Data extract.
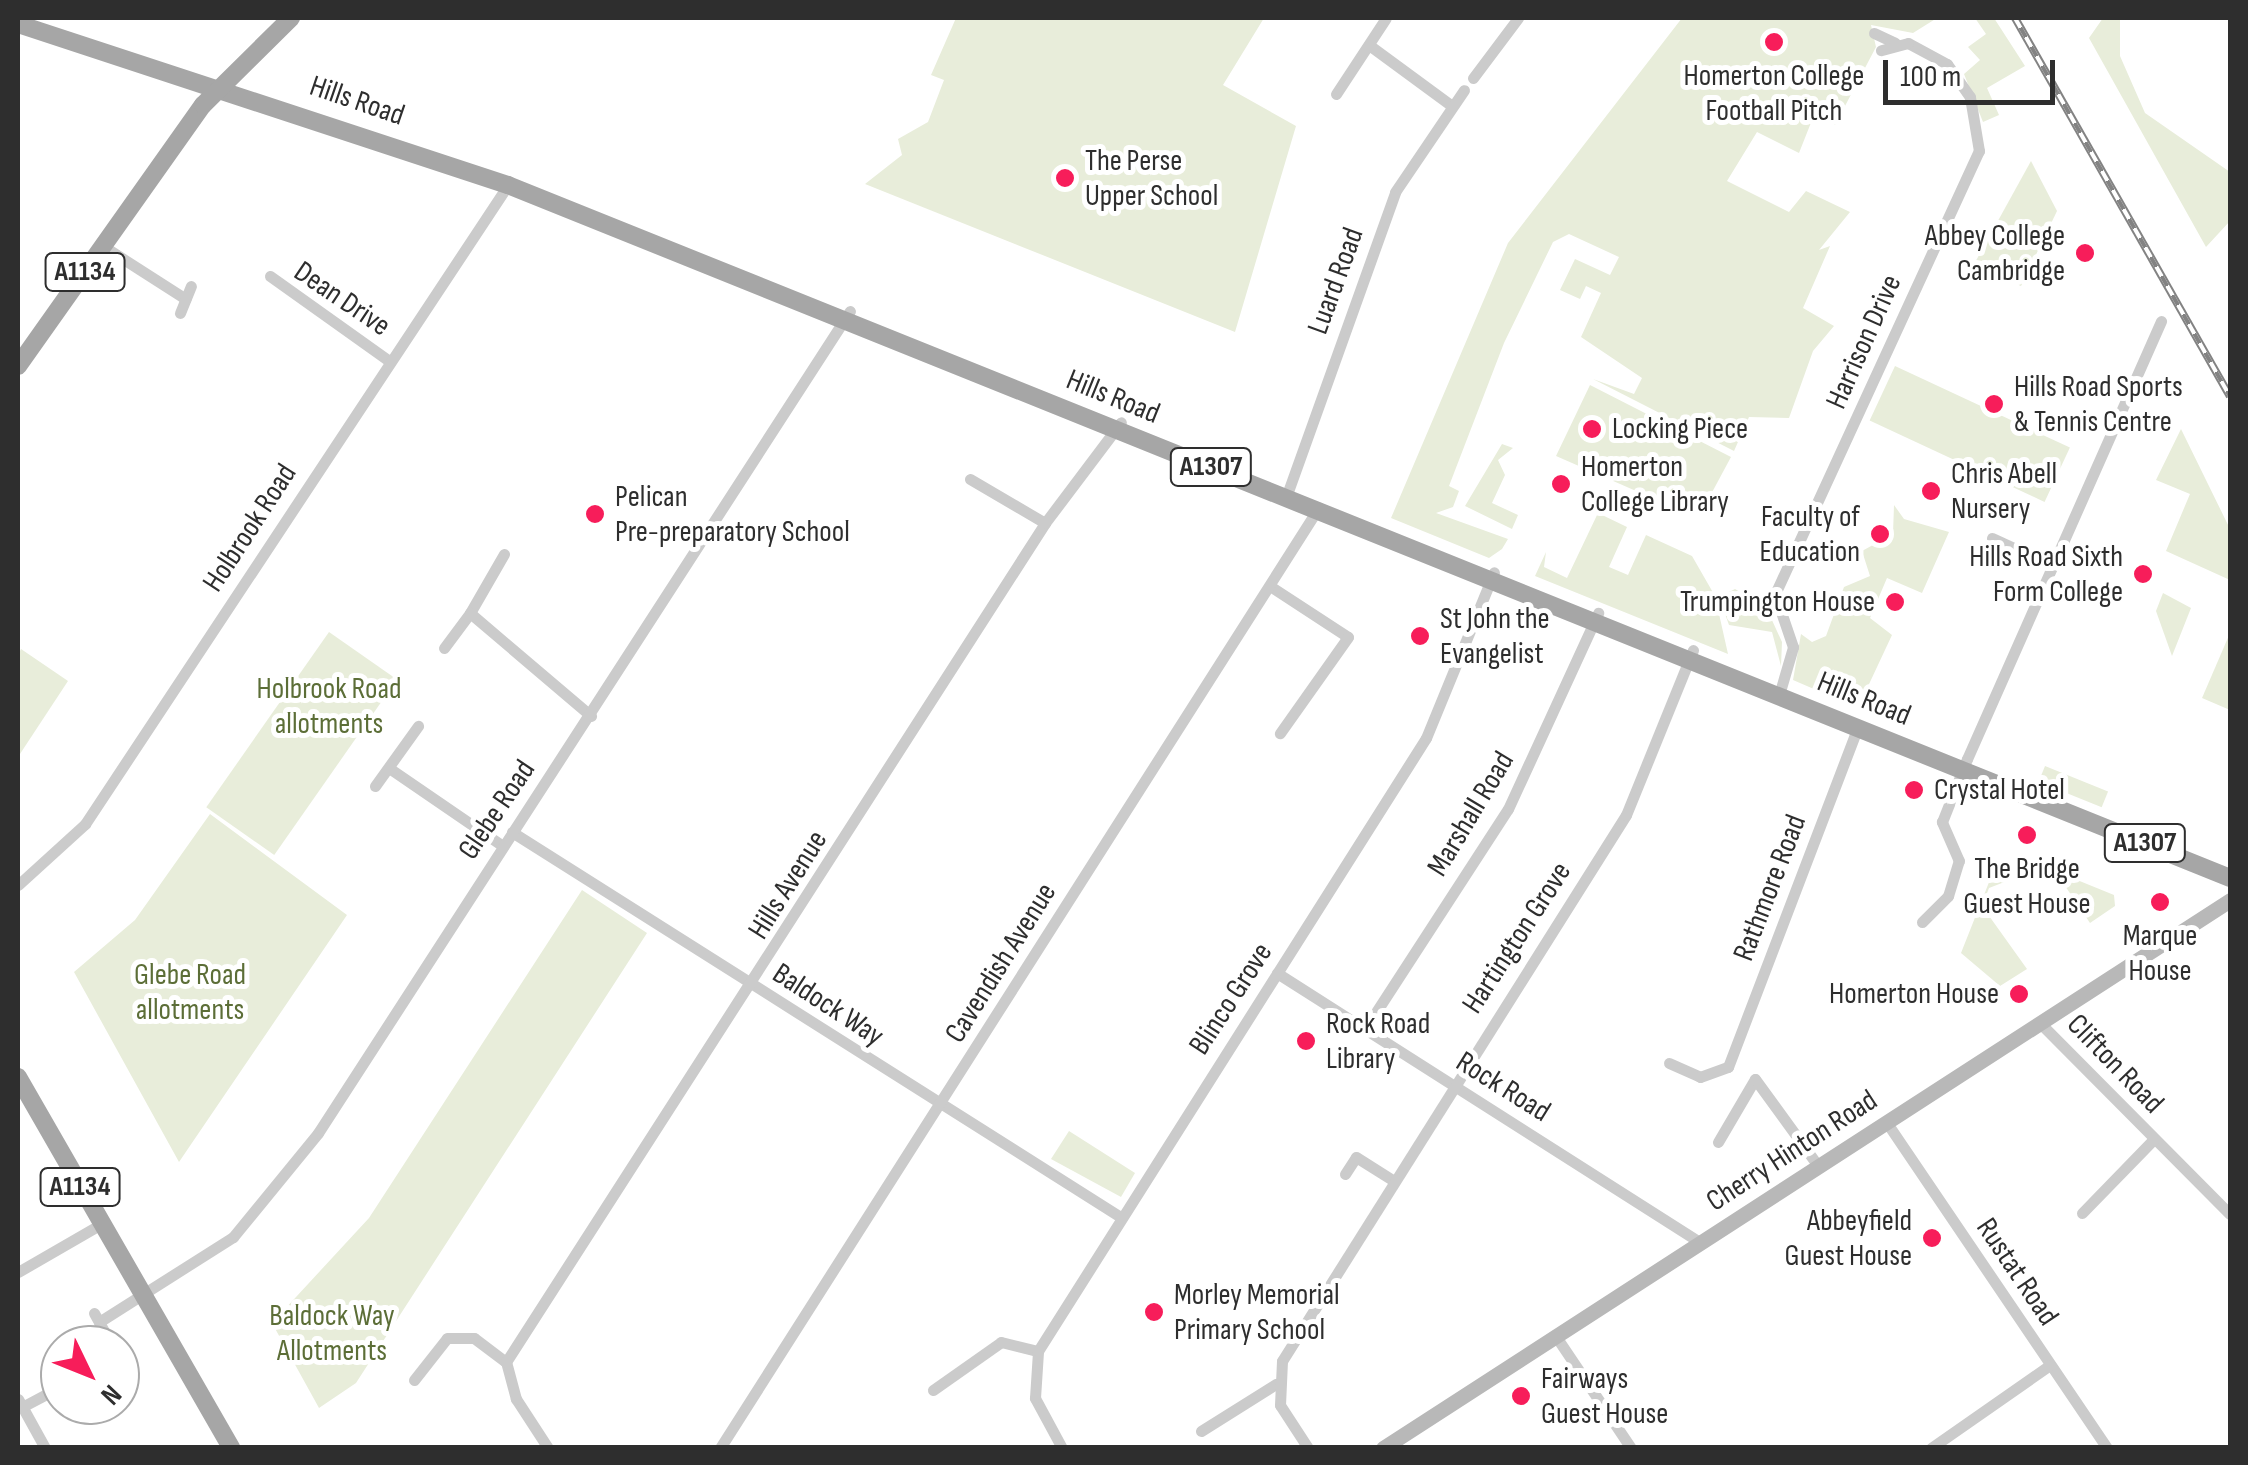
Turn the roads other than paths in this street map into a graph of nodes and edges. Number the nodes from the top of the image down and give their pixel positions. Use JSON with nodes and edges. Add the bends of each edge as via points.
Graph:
{"nodes":[{"id":1,"x":291,"y":18,"type":"edge"},
{"id":2,"x":1386,"y":18,"type":"edge"},
{"id":3,"x":1518,"y":18,"type":"edge"},
{"id":4,"x":18,"y":24,"type":"edge"},
{"id":5,"x":1874,"y":33,"type":"dead end"},
{"id":6,"x":1895,"y":43,"type":"junction"},
{"id":7,"x":1369,"y":45,"type":"junction"},
{"id":8,"x":1881,"y":50,"type":"dead end"},
{"id":9,"x":1473,"y":78,"type":"dead end"},
{"id":10,"x":221,"y":85,"type":"junction"},
{"id":11,"x":1464,"y":90,"type":"dead end"},
{"id":12,"x":1336,"y":94,"type":"dead end"},
{"id":13,"x":1452,"y":106,"type":"junction"},
{"id":14,"x":508,"y":184,"type":"junction"},
{"id":15,"x":103,"y":246,"type":"junction"},
{"id":16,"x":270,"y":276,"type":"dead end"},
{"id":17,"x":191,"y":286,"type":"dead end"},
{"id":18,"x":186,"y":299,"type":"junction"},
{"id":19,"x":180,"y":313,"type":"dead end"},
{"id":20,"x":847,"y":316,"type":"junction"},
{"id":21,"x":2161,"y":321,"type":"dead end"},
{"id":22,"x":388,"y":361,"type":"junction"},
{"id":23,"x":18,"y":366,"type":"edge"},
{"id":24,"x":1118,"y":425,"type":"junction"},
{"id":25,"x":970,"y":479,"type":"dead end"},
{"id":26,"x":1285,"y":501,"type":"junction"},
{"id":27,"x":1319,"y":507,"type":"junction"},
{"id":28,"x":1046,"y":523,"type":"junction"},
{"id":29,"x":1992,"y":538,"type":"dead end"},
{"id":30,"x":505,"y":552,"type":"dead end"},
{"id":31,"x":2053,"y":566,"type":"junction"},
{"id":32,"x":1492,"y":576,"type":"junction"},
{"id":33,"x":1270,"y":586,"type":"junction"},
{"id":34,"x":470,"y":614,"type":"junction"},
{"id":35,"x":1596,"y":617,"type":"junction"},
{"id":36,"x":444,"y":648,"type":"dead end"},
{"id":37,"x":1691,"y":654,"type":"junction"},
{"id":38,"x":1780,"y":695,"type":"junction"},
{"id":39,"x":591,"y":716,"type":"junction"},
{"id":40,"x":418,"y":726,"type":"dead end"},
{"id":41,"x":1858,"y":726,"type":"junction"},
{"id":42,"x":1280,"y":733,"type":"dead end"},
{"id":43,"x":390,"y":768,"type":"junction"},
{"id":44,"x":1964,"y":768,"type":"junction"},
{"id":45,"x":375,"y":786,"type":"dead end"},
{"id":46,"x":512,"y":832,"type":"junction"},
{"id":47,"x":503,"y":846,"type":"junction"},
{"id":48,"x":2230,"y":878,"type":"edge"},
{"id":49,"x":18,"y":885,"type":"edge"},
{"id":50,"x":2230,"y":900,"type":"edge"},
{"id":51,"x":1922,"y":922,"type":"dead end"},
{"id":52,"x":1278,"y":973,"type":"junction"},
{"id":53,"x":754,"y":987,"type":"junction"},
{"id":54,"x":2040,"y":1023,"type":"junction"},
{"id":55,"x":1365,"y":1029,"type":"junction"},
{"id":56,"x":1668,"y":1062,"type":"dead end"},
{"id":57,"x":18,"y":1076,"type":"edge"},
{"id":58,"x":1453,"y":1086,"type":"junction"},
{"id":59,"x":940,"y":1107,"type":"junction"},
{"id":60,"x":1887,"y":1123,"type":"junction"},
{"id":61,"x":2154,"y":1140,"type":"junction"},
{"id":62,"x":1718,"y":1142,"type":"dead end"},
{"id":63,"x":1819,"y":1167,"type":"junction"},
{"id":64,"x":1345,"y":1174,"type":"dead end"},
{"id":65,"x":1391,"y":1178,"type":"junction"},
{"id":66,"x":2082,"y":1213,"type":"dead end"},
{"id":67,"x":2230,"y":1214,"type":"edge"},
{"id":68,"x":1119,"y":1216,"type":"junction"},
{"id":69,"x":101,"y":1224,"type":"junction"},
{"id":70,"x":1701,"y":1243,"type":"junction"},
{"id":71,"x":18,"y":1272,"type":"edge"},
{"id":72,"x":144,"y":1297,"type":"junction"},
{"id":73,"x":100,"y":1323,"type":"dead end"},
{"id":74,"x":1555,"y":1335,"type":"junction"},
{"id":75,"x":1038,"y":1351,"type":"junction"},
{"id":76,"x":506,"y":1362,"type":"junction"},
{"id":77,"x":2050,"y":1365,"type":"junction"},
{"id":78,"x":414,"y":1380,"type":"dead end"},
{"id":79,"x":1276,"y":1384,"type":"junction"},
{"id":80,"x":933,"y":1390,"type":"dead end"},
{"id":81,"x":20,"y":1403,"type":"edge"},
{"id":82,"x":1202,"y":1431,"type":"dead end"},
{"id":83,"x":46,"y":1448,"type":"edge"},
{"id":84,"x":231,"y":1448,"type":"edge"},
{"id":85,"x":548,"y":1448,"type":"edge"},
{"id":86,"x":720,"y":1448,"type":"edge"},
{"id":87,"x":1062,"y":1448,"type":"edge"},
{"id":88,"x":1308,"y":1448,"type":"edge"},
{"id":89,"x":1383,"y":1448,"type":"edge"},
{"id":90,"x":1631,"y":1448,"type":"edge"},
{"id":91,"x":1931,"y":1448,"type":"edge"},
{"id":92,"x":2107,"y":1448,"type":"edge"}],
"edges":[{"from":1,"to":10,"type":"main road","number":"A1134"},
{"from":2,"to":7,"type":"street"},
{"from":3,"to":9,"type":"street"},
{"from":4,"to":10,"type":"main road","name":"Hills Road","number":"A1307"},
{"from":5,"to":6,"type":"street","name":"Harrison Drive"},
{"from":6,"to":8,"type":"street"},
{"from":6,"to":38,"type":"street","name":"Harrison Drive","via":[[1928,52],[1964,84],[1979,151],[1775,594],[1793,648]]},
{"from":7,"to":12,"type":"street"},
{"from":7,"to":13,"type":"street"},
{"from":10,"to":14,"type":"main road","name":"Hills Road","number":"A1307"},
{"from":10,"to":15,"type":"main road","number":"A1134"},
{"from":11,"to":13,"type":"street","name":"Luard Road"},
{"from":13,"to":26,"type":"street","name":"Luard Road","via":[[1395,192]]},
{"from":14,"to":20,"type":"main road","name":"Hills Road","number":"A1307"},
{"from":14,"to":22,"type":"street","name":"Holbrook Road"},
{"from":15,"to":18,"type":"street"},
{"from":15,"to":23,"type":"main road","number":"A1134"},
{"from":16,"to":22,"type":"street","name":"Dean Drive"},
{"from":17,"to":18,"type":"street"},
{"from":18,"to":19,"type":"street"},
{"from":20,"to":24,"type":"main road","name":"Hills Road","number":"A1307"},
{"from":20,"to":39,"type":"street","name":"Glebe Road"},
{"from":21,"to":31,"type":"street"},
{"from":22,"to":49,"type":"street","name":"Holbrook Road","via":[[84,824]]},
{"from":24,"to":26,"type":"main road","name":"Hills Road","number":"A1307"},
{"from":24,"to":28,"type":"street","name":"Hills Avenue"},
{"from":25,"to":28,"type":"street"},
{"from":26,"to":27,"type":"main road","name":"Hills Road","number":"A1307"},
{"from":27,"to":32,"type":"main road","name":"Hills Road","number":"A1307"},
{"from":27,"to":33,"type":"street","name":"Cavendish Avenue"},
{"from":28,"to":53,"type":"street","name":"Hills Avenue"},
{"from":29,"to":31,"type":"street"},
{"from":30,"to":34,"type":"street"},
{"from":31,"to":44,"type":"street"},
{"from":32,"to":35,"type":"main road","name":"Hills Road","number":"A1307"},
{"from":32,"to":52,"type":"street","name":"Blinco Grove","via":[[1426,738]]},
{"from":33,"to":42,"type":"street","via":[[1348,637]]},
{"from":33,"to":59,"type":"street","name":"Cavendish Avenue"},
{"from":34,"to":36,"type":"street"},
{"from":34,"to":39,"type":"street"},
{"from":35,"to":37,"type":"main road","name":"Hills Road","number":"A1307"},
{"from":35,"to":55,"type":"street","name":"Marshall Road","via":[[1508,808]]},
{"from":37,"to":38,"type":"main road","name":"Hills Road","number":"A1307"},
{"from":37,"to":58,"type":"street","name":"Hartington Grove","via":[[1626,815]]},
{"from":38,"to":41,"type":"main road","name":"Hills Road","number":"A1307"},
{"from":39,"to":46,"type":"street","name":"Glebe Road"},
{"from":40,"to":43,"type":"street"},
{"from":41,"to":44,"type":"main road","name":"Hills Road","number":"A1307"},
{"from":41,"to":56,"type":"street","name":"Rathmore Road","via":[[1728,1067],[1700,1077]]},
{"from":43,"to":45,"type":"street"},
{"from":43,"to":47,"type":"street"},
{"from":44,"to":48,"type":"main road","name":"Hills Road","number":"A1307"},
{"from":44,"to":51,"type":"street","via":[[1942,822],[1959,861],[1948,896]]},
{"from":46,"to":47,"type":"street","name":"Glebe Road"},
{"from":46,"to":53,"type":"street","name":"Baldock Way"},
{"from":47,"to":72,"type":"street","name":"Glebe Road","via":[[267,1202]]},
{"from":50,"to":54,"type":"street","name":"Cherry Hinton Road"},
{"from":52,"to":55,"type":"street","name":"Rock Road"},
{"from":52,"to":68,"type":"street","name":"Blinco Grove"},
{"from":53,"to":59,"type":"street","name":"Baldock Way"},
{"from":53,"to":76,"type":"street","name":"Hills Avenue"},
{"from":54,"to":60,"type":"street","name":"Cherry Hinton Road"},
{"from":54,"to":61,"type":"street","name":"Clifton Road"},
{"from":55,"to":58,"type":"street","name":"Rock Road"},
{"from":57,"to":69,"type":"main road","number":"A1134"},
{"from":58,"to":65,"type":"street","name":"Hartington Grove"},
{"from":58,"to":70,"type":"street","name":"Rock Road"},
{"from":59,"to":68,"type":"street","name":"Baldock Way"},
{"from":59,"to":86,"type":"street","name":"Cavendish Avenue"},
{"from":60,"to":63,"type":"street","name":"Cherry Hinton Road"},
{"from":60,"to":77,"type":"street","name":"Rustat Road"},
{"from":61,"to":66,"type":"street","name":"Clifton Road"},
{"from":61,"to":67,"type":"street","name":"Clifton Road"},
{"from":62,"to":63,"type":"street","via":[[1755,1079]]},
{"from":63,"to":70,"type":"street","name":"Cherry Hinton Road"},
{"from":64,"to":65,"type":"street","via":[[1356,1157]]},
{"from":65,"to":79,"type":"street","name":"Hartington Grove","via":[[1294,1337]]},
{"from":68,"to":75,"type":"street","name":"Blinco Grove"},
{"from":69,"to":71,"type":"street"},
{"from":69,"to":72,"type":"main road","number":"A1134"},
{"from":70,"to":74,"type":"street","name":"Cherry Hinton Road"},
{"from":72,"to":73,"type":"street","name":"Glebe Road"},
{"from":72,"to":84,"type":"main road","number":"A1134"},
{"from":74,"to":89,"type":"street","name":"Cherry Hinton Road"},
{"from":74,"to":90,"type":"street"},
{"from":75,"to":80,"type":"street","via":[[1001,1342]]},
{"from":75,"to":87,"type":"street","name":"Blinco Grove","via":[[1035,1398]]},
{"from":76,"to":78,"type":"street","via":[[474,1338],[447,1338]]},
{"from":76,"to":85,"type":"street"},
{"from":77,"to":91,"type":"street"},
{"from":77,"to":92,"type":"street","name":"Rustat Road"},
{"from":79,"to":82,"type":"street"},
{"from":79,"to":88,"type":"street"},
{"from":81,"to":83,"type":"street"}]}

What you are asked to do. Please tally the lines of the data in which the string "Hartington" appears and write only the total.

Response to the exercise. 3